You can't make a silk purse out of a sow's ear.

If a child is 'hot housed' ( and it's actually impossible to make an average child bright) they tend to fall at the first hurdle. They might pass an entrance exam through learning by rote, for some parts of it, but when they are in the school they will sink to the bottom.

It's the same when they get to uni; I know of so many kids who were spoon fed at good public schools and practically had a their personal statements written by their teachers, and then they found it hard to cope with the reality of independent learning at uni. Some of them drop out.

Speaking from professional experience, all children find their own level in the end, regardless of 'cramming' for exams.

JinglingHellsBells · 14/09/2020 20:16

Then they try and suggest that young Charles would have passed regardless of tutoring...... hmmmm

There is nothing wrong with tutoring per se.

It can help children who aren't getting enough attention in a class of 30, or whose teachers are just not the best.

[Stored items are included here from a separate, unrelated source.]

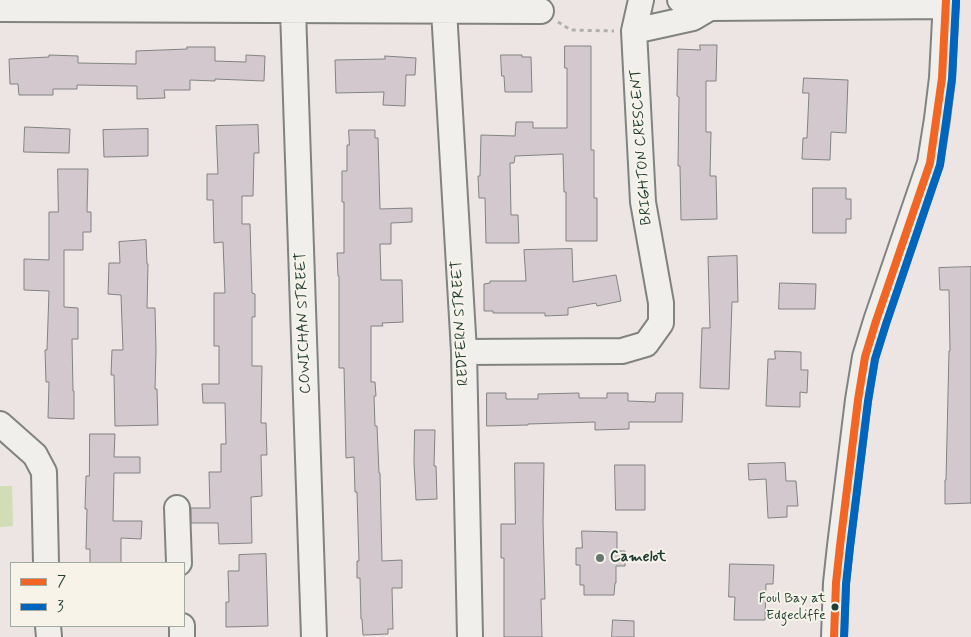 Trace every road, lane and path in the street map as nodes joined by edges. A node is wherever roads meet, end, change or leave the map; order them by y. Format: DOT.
graph roads {
  1 [pos="641,0"];
  2 [pos="669,0"];
  3 [pos="680,0"];
  4 [pos="946,3"];
  5 [pos="149,5"];
  6 [pos="391,5"];
  7 [pos="710,8"];
  8 [pos="0,9"];
  9 [pos="293,10"];
  10 [pos="444,10"];
  11 [pos="541,10"];
  12 [pos="634,31"];
  13 [pos="464,352"];
  14 [pos="0,424"];
  15 [pos="177,508"];
  16 [pos="46,562"];
  17 [pos="179,562"];
  18 [pos="314,637"];
  19 [pos="470,637"];
  20 [pos="834,637"];
  1 -- 12 [label="street, BRIGHTON CRESCENT"];
  2 -- 12 [label="street"];
  3 -- 7 [label="street"];
  4 -- 7 [label="street"];
  4 -- 20 [label="street"];
  5 -- 8 [label="street"];
  5 -- 9 [label="street"];
  6 -- 9 [label="street"];
  6 -- 10 [label="street"];
  7 -- 12 [label="street"];
  9 -- 18 [label="street, COWICHAN STREET"];
  10 -- 11 [label="street"];
  10 -- 13 [label="street, REDFERN STREET"];
  11 -- 12 [label="path"];
  12 -- 13 [label="street, BRIGHTON CRESCENT"];
  13 -- 19 [label="street, REDFERN STREET"];
  14 -- 16 [label="street"];
  15 -- 17 [label="street"];
}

The problem is that some kids JUST get by with tutoring and are always in danger of falling to the bottom of the pile, so it becomes incredibly stressful for them to be reliant on tutoring often because their parents are over-ambitious or unrealistic about their ability.

JinglingHellsBells · 14/09/2020 20:20

I took the 11+ decades ago and passed, and went to a state grammar when the only other option was the sec modern.
I didn't expect to pass as my parents didn't set my expectations high. I was told that whatever the result, it would all be fine.

But even then, a letter arrived and it would have been very hard not to see it as I was waiting for the post on the day.

Even if things have changed, kids still expect to see their result in writing of some sort.

TatianaBis · 14/09/2020 21:18

Yes I think that’s a good point Jingling.

Tbh I’m gobsmacked that OP is even considering this.

corythatwas · 14/09/2020 21:28

You're getting a rough ride from some posters because they are 100% against selection in education

I'd say the OP is getting a rough ride because an encouraging proportion of posters are opposed to lying to their children.

And as ittakes2 points out this is a lie that will make the people around him think he is a liar.

Mumratheevergiving · 14/09/2020 21:38

@SuitedandBooted

As Cory says the poster is getting a 'rough ride' as most sensible people think it's not a good idea to lie to their dc about their exam results and then goad other people about it:

Afibtomyboy Interesting The majority Of Mumsnetters will be aghast... but I rather get a kick out of that Grin. But he’s very keen to take the exam So on the chance he fails - I will tell him he passed.

badacorn · 14/09/2020 21:48

You will have to come to terms with his academic limits at some point and so will he.